2. Originally Posted by xalk
But you wrote the above definition for discontinuity which is wrong
$\displaystyle \exists \epsilon >0, \ \text{s.t.} \ \forall \delta >0, \exists x \ \text{s.t.} \ |x| < \delta \implies |f(x)-f(0)| \geq \epsilon$

3. Okay, reading back on the previous posts it appears my intial proof wasn't correct.

Here's my new version:

Let $\displaystyle x_n=\frac{2}{\pi(2n+1)} \ \ \ \forall n \in \mathbb{Z}^+$

$\displaystyle \Rightarrow f(x_n)=3 \sin \left( \frac{(2n+1)\pi}{2} \right)= \begin{cases} 3 \ \ \ \ n \in 2 \mathbb{Z}^+\\ -3 \ \ \ \ n \in \mathbb{Z}^+-2\mathbb{Z}^+ \end{cases}$

$\displaystyle \delta>0 \Rightarrow \exists x_k \ s.t \ |0-x_k|< \delta \Rightarrow |f(0)-f(x_k)|=|0 \pm 3|=3$

hence pick $\displaystyle \epsilon:= \frac{3}{2}$

When $\displaystyle \delta>0$ and $\displaystyle x_n=\frac{2}{\pi(2n+1)}$:

$\displaystyle |0-x_k|<\delta \Rightarrow |f(0)-f(x_k)|=|0 \pm 3|=3>\epsilon$ as required.

Is that better?

4. Originally Posted by Sampras
$\displaystyle \exists \epsilon >0, \ \text{s.t.} \ \forall \delta >0, \exists x \ \text{s.t.} \ |x| < \delta \implies |f(x)-f(0)| \geq \epsilon$
.

But this definition is agian wrong.

The correct one is:

$\displaystyle \exists\epsilon>0$ and $\displaystyle \forall\delta>0\Longrightarrow\exists x$ such that ,|x|<δ AND |f(x)-f(o)|$\displaystyle \geq\epsilon$.

Which in words means:
After we have chosen ε>0 ,and given δ>0 we must find an x such that:

|x|<δ AND |f(x)-f(0)|$\displaystyle \geq\epsilon$

5. Originally Posted by xalk
But this definition is agian wrong.
Once again xalk, you had best be sure you understand what you are talking about.
Here is the symbolic definition of the function $\displaystyle f$ being continuous at $\displaystyle x=a$:
$\displaystyle \left( {\forall \varepsilon > 0} \right)\left( {\exists \delta > 0} \right)\left( {\forall x} \right)\left[ {\left| {x - a} \right| < \delta \, \Rightarrow \,\left| {f(x) - f(a)} \right| < \varepsilon } \right]$.
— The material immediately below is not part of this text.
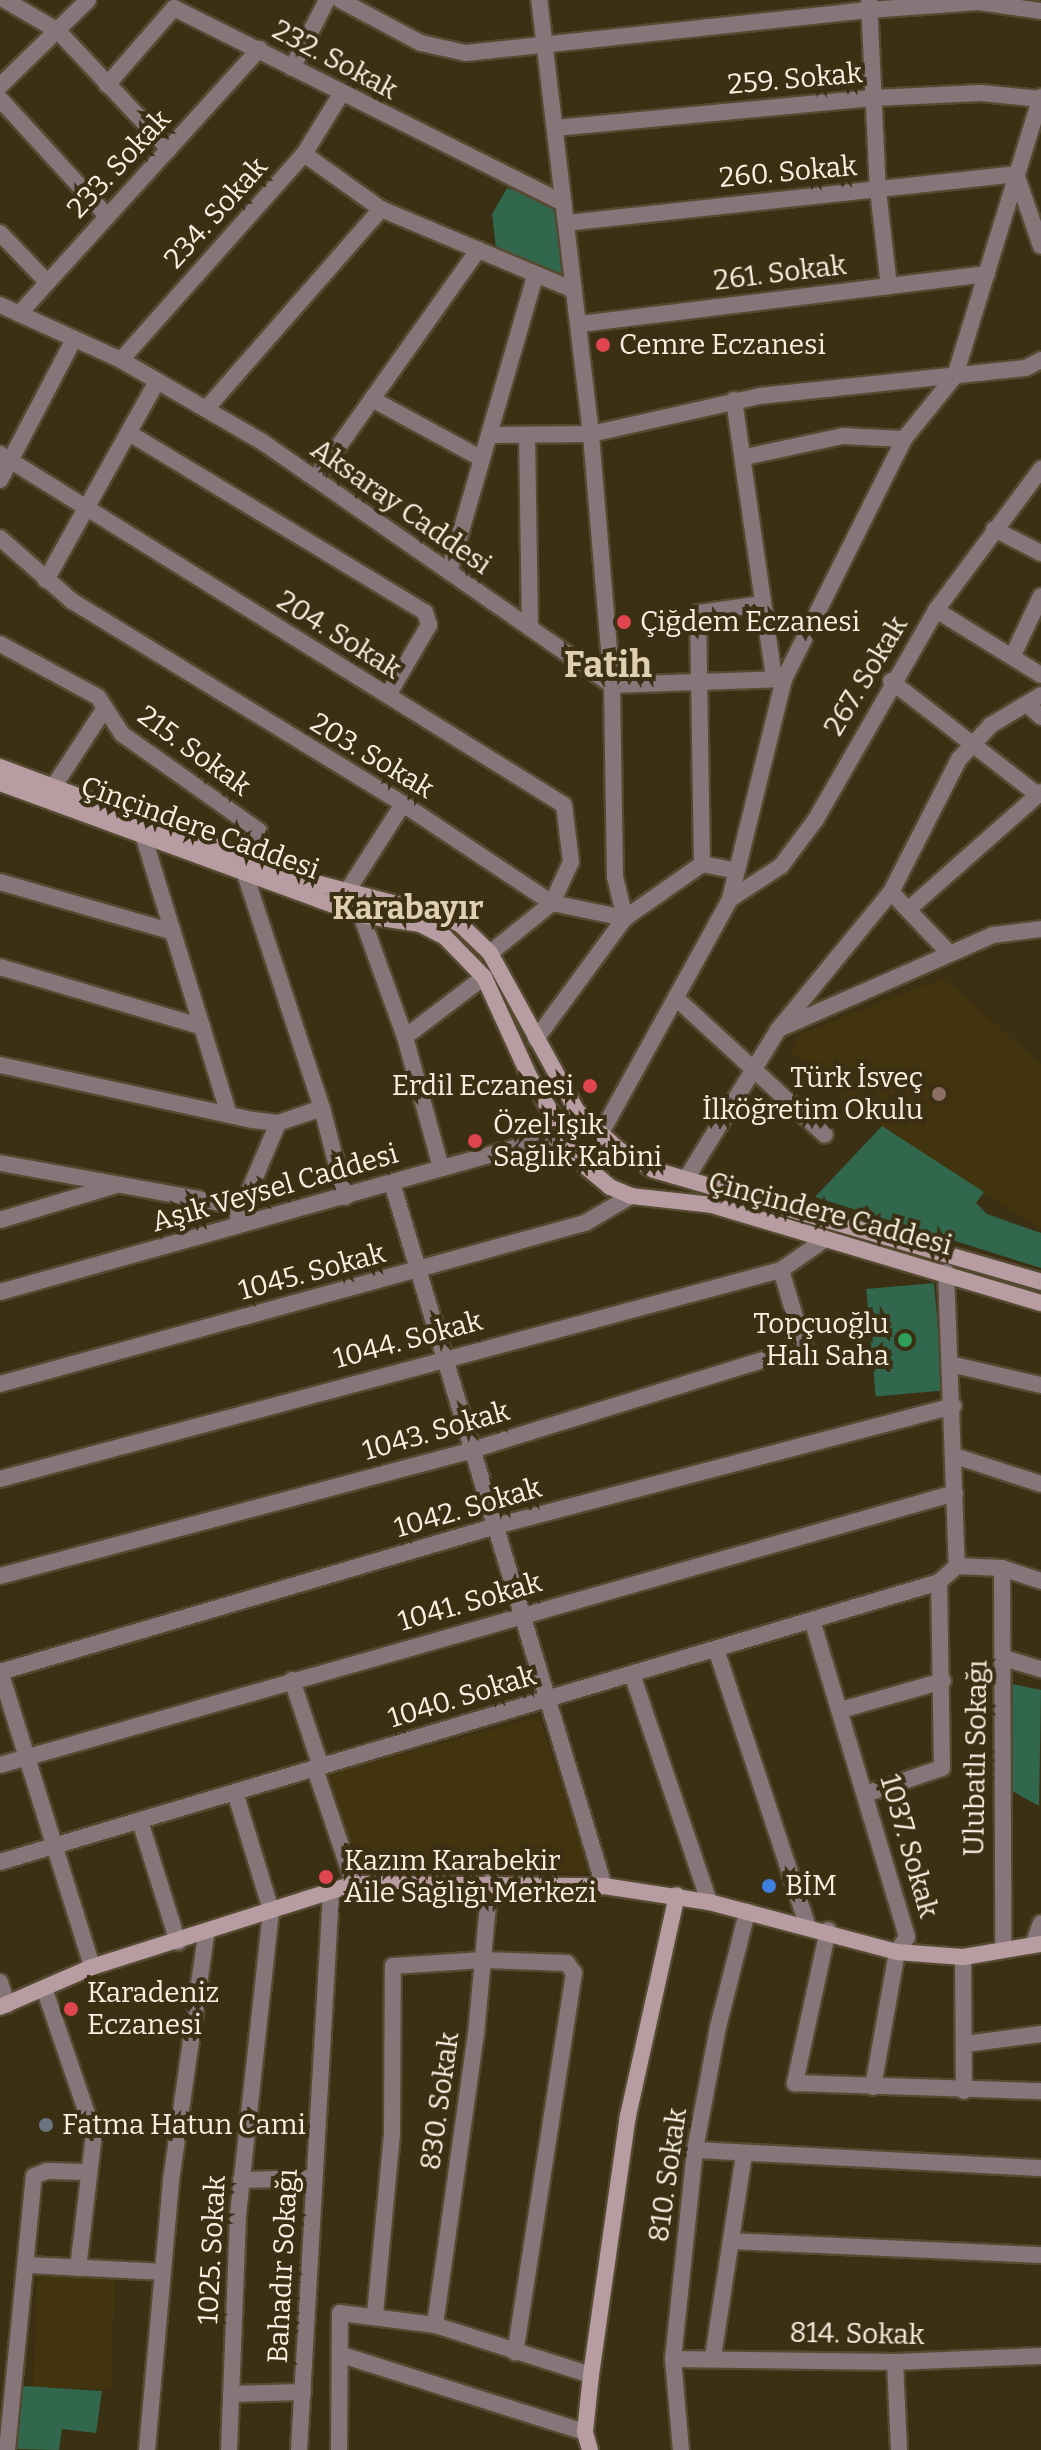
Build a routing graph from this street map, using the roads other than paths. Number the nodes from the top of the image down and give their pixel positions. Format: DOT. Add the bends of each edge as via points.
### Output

Do you understand how to negate quantifiers?

The negation of that statement is:
$\displaystyle \left( {\exists \varepsilon > 0} \right)\left( {\forall \delta > 0} \right)\left( {\exists b} \right)\left[ {\left| {b - a} \right| < \delta \wedge \left| {f(b) - f(a)} \right| \geqslant \varepsilon } \right]$
Please notice that there is no implication in that negation.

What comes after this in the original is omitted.